LISTED ENTRIES: Begin

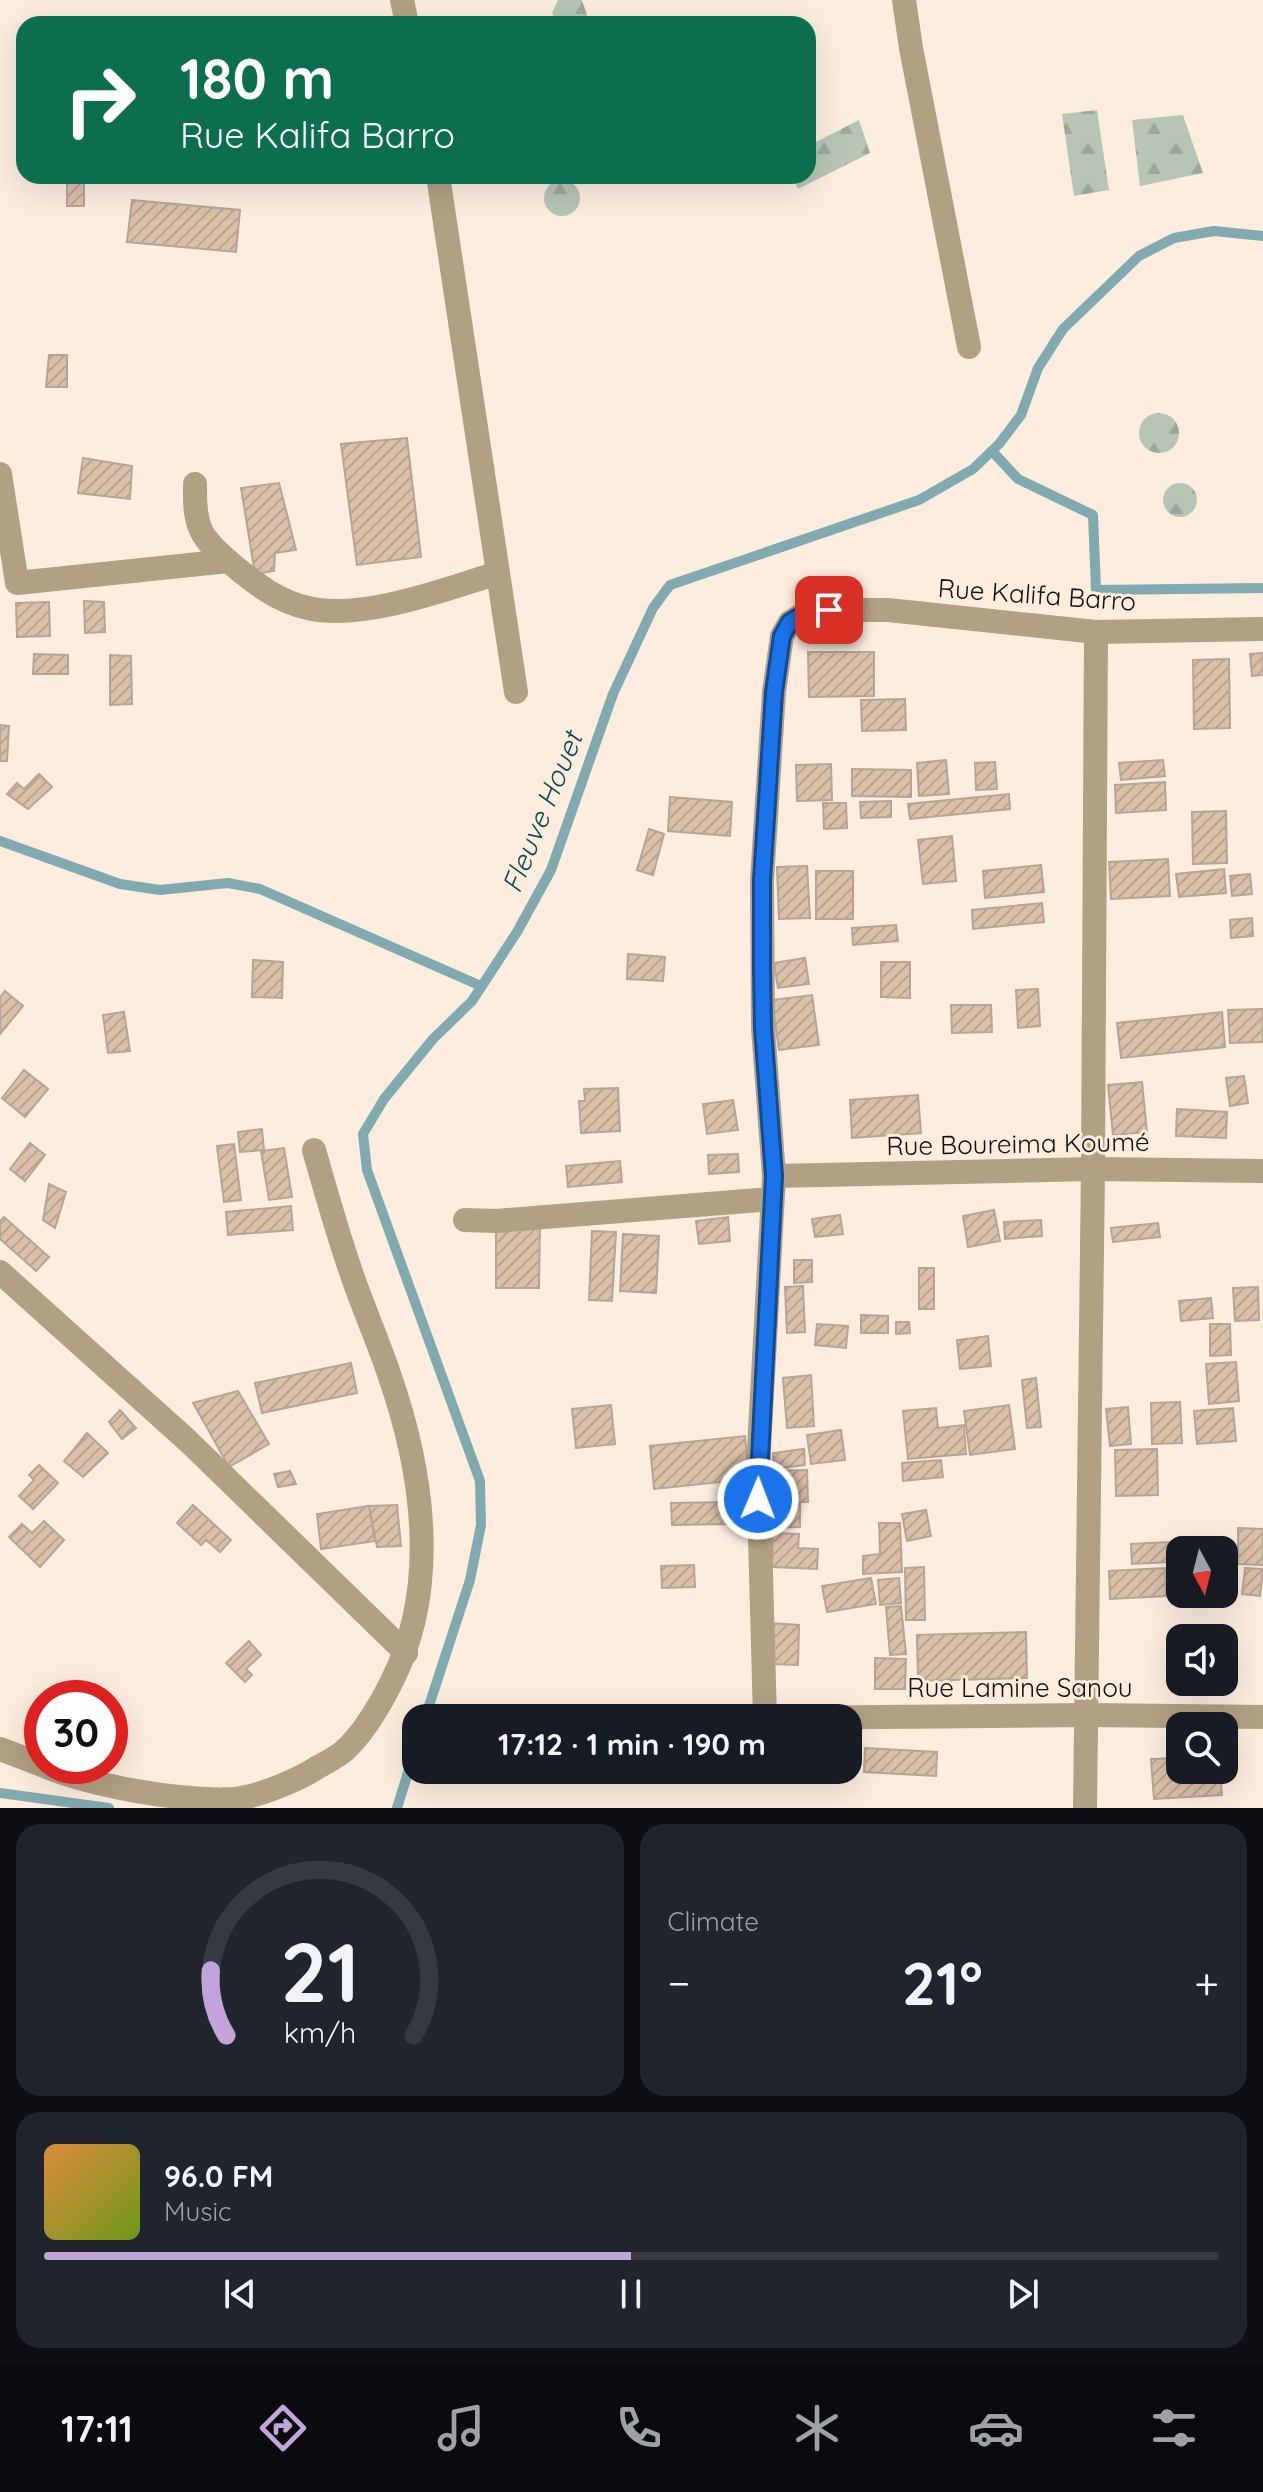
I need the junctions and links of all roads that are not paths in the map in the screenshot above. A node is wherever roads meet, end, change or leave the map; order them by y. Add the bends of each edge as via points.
1 (904, 0) edge
2 (439, 184) edge
3 (969, 347) dead end
4 (0, 474) edge
5 (195, 484) dead end
6 (228, 561) junction
7 (498, 573) junction
8 (1263, 629) edge
9 (1096, 632) junction
10 (516, 692) dead end
11 (314, 1150) dead end
12 (1093, 1169) junction
13 (1263, 1171) edge
14 (773, 1188) junction
15 (465, 1220) dead end
16 (0, 1272) edge
17 (406, 1653) junction
18 (765, 1704) edge
19 (1088, 1715) junction
20 (862, 1717) edge
21 (1263, 1717) edge
22 (0, 1749) edge
23 (24, 1758) edge
24 (111, 1784) edge
25 (1085, 1808) edge

1 - 3 street
2 - 7 street
4 - 6 street via 17,583
5 - 6 street via 200,534
6 - 7 street via 263,590 308,609 400,603
7 - 10 street
8 - 9 street, Rue Kalifa Barro
9 - 12 street
9 - 14 street, Rue Kalifa Barro via 888,610 807,612 790,622 782,636 774,692 762,880 763,1028
11 - 17 street via 349,1268 390,1374 418,1489 418,1598
12 - 13 street, Rue Boureima Koumé
12 - 14 street, Rue Boureima Koumé
12 - 19 street
14 - 15 street, Rue Boureima Koumé via 496,1221
14 - 18 street via 758,1467
16 - 17 street via 188,1441
17 - 24 street via 379,1705 344,1751 300,1779 236,1799
19 - 20 street, Rue Lamine Sanou
19 - 21 street, Rue Lamine Sanou
19 - 25 street
22 - 23 street

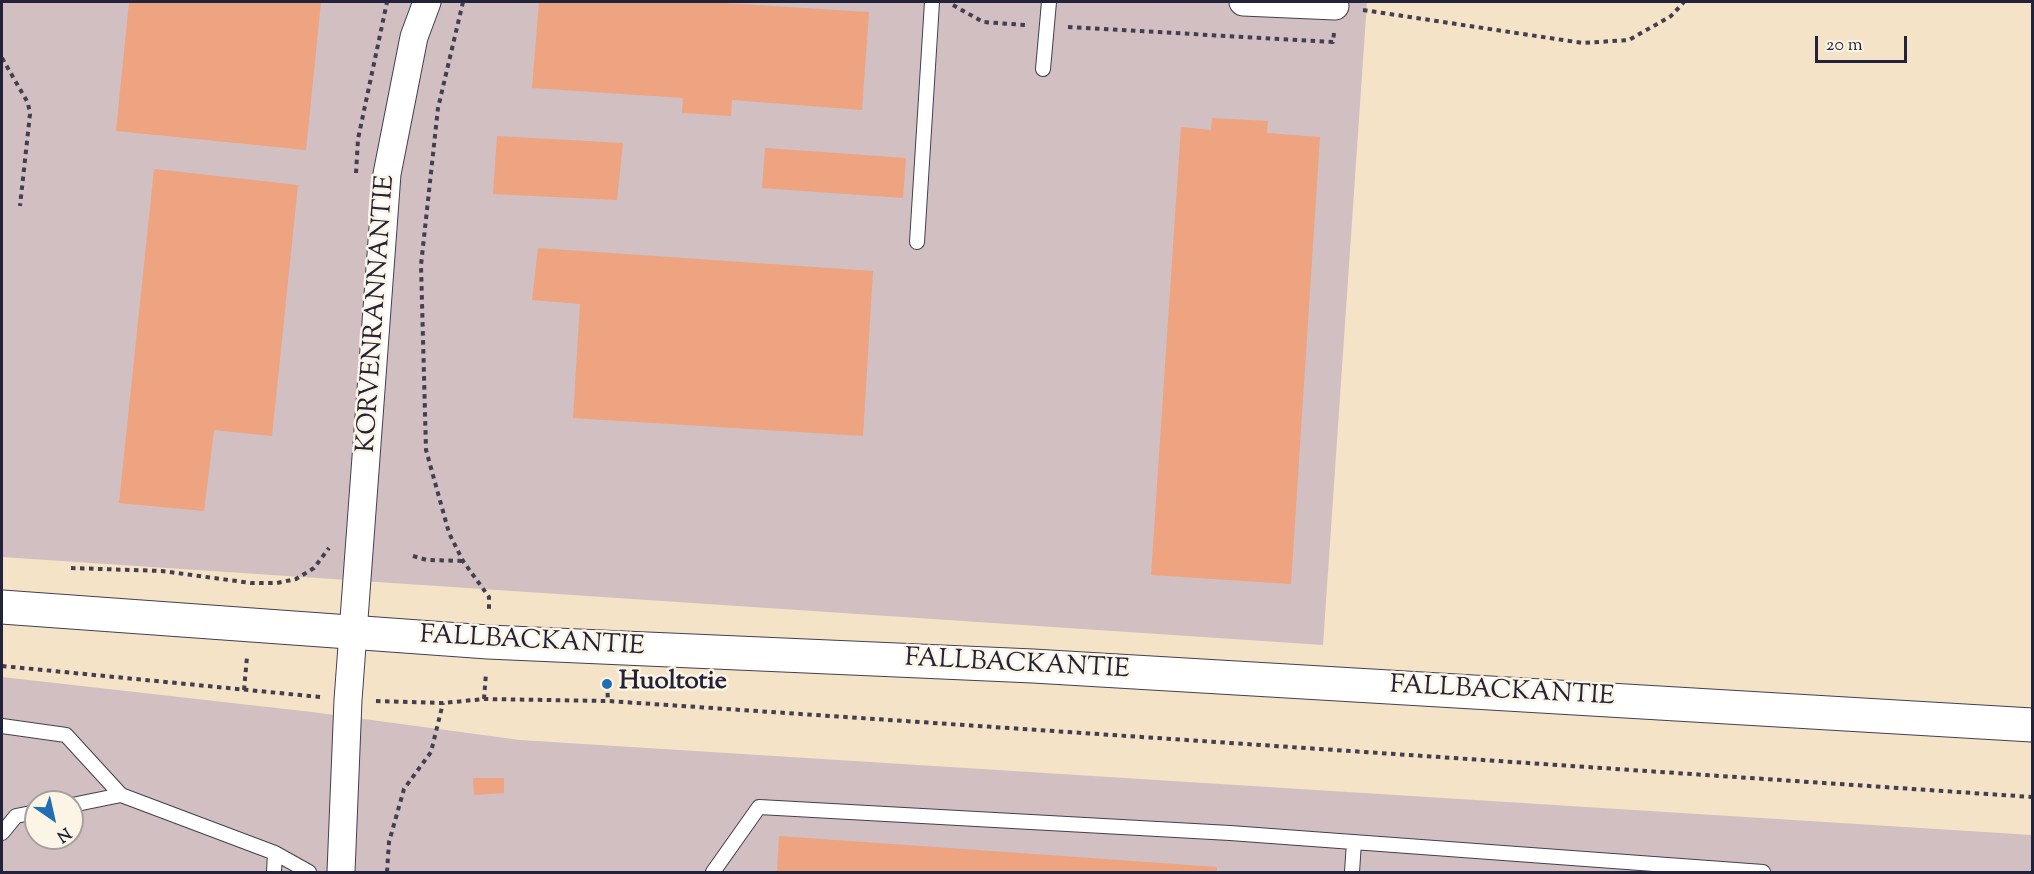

LISTED ENTRIES: End

#### PROBLEM DESCRIPTION:
Return all records verbatim and drop the pictures.

#### COMPLETED EXERCISE:
I need the junctions and links of all roads that are not paths in the map in the screenshot above. A node is wherever roads meet, end, change or leave the map; order them by y. Add the bends of each edge as via points.
1 (904, 0) edge
2 (439, 184) edge
3 (969, 347) dead end
4 (0, 474) edge
5 (195, 484) dead end
6 (228, 561) junction
7 (498, 573) junction
8 (1263, 629) edge
9 (1096, 632) junction
10 (516, 692) dead end
11 (314, 1150) dead end
12 (1093, 1169) junction
13 (1263, 1171) edge
14 (773, 1188) junction
15 (465, 1220) dead end
16 (0, 1272) edge
17 (406, 1653) junction
18 (765, 1704) edge
19 (1088, 1715) junction
20 (862, 1717) edge
21 (1263, 1717) edge
22 (0, 1749) edge
23 (24, 1758) edge
24 (111, 1784) edge
25 (1085, 1808) edge

1 - 3 street
2 - 7 street
4 - 6 street via 17,583
5 - 6 street via 200,534
6 - 7 street via 263,590 308,609 400,603
7 - 10 street
8 - 9 street, Rue Kalifa Barro
9 - 12 street
9 - 14 street, Rue Kalifa Barro via 888,610 807,612 790,622 782,636 774,692 762,880 763,1028
11 - 17 street via 349,1268 390,1374 418,1489 418,1598
12 - 13 street, Rue Boureima Koumé
12 - 14 street, Rue Boureima Koumé
12 - 19 street
14 - 15 street, Rue Boureima Koumé via 496,1221
14 - 18 street via 758,1467
16 - 17 street via 188,1441
17 - 24 street via 379,1705 344,1751 300,1779 236,1799
19 - 20 street, Rue Lamine Sanou
19 - 21 street, Rue Lamine Sanou
19 - 25 street
22 - 23 street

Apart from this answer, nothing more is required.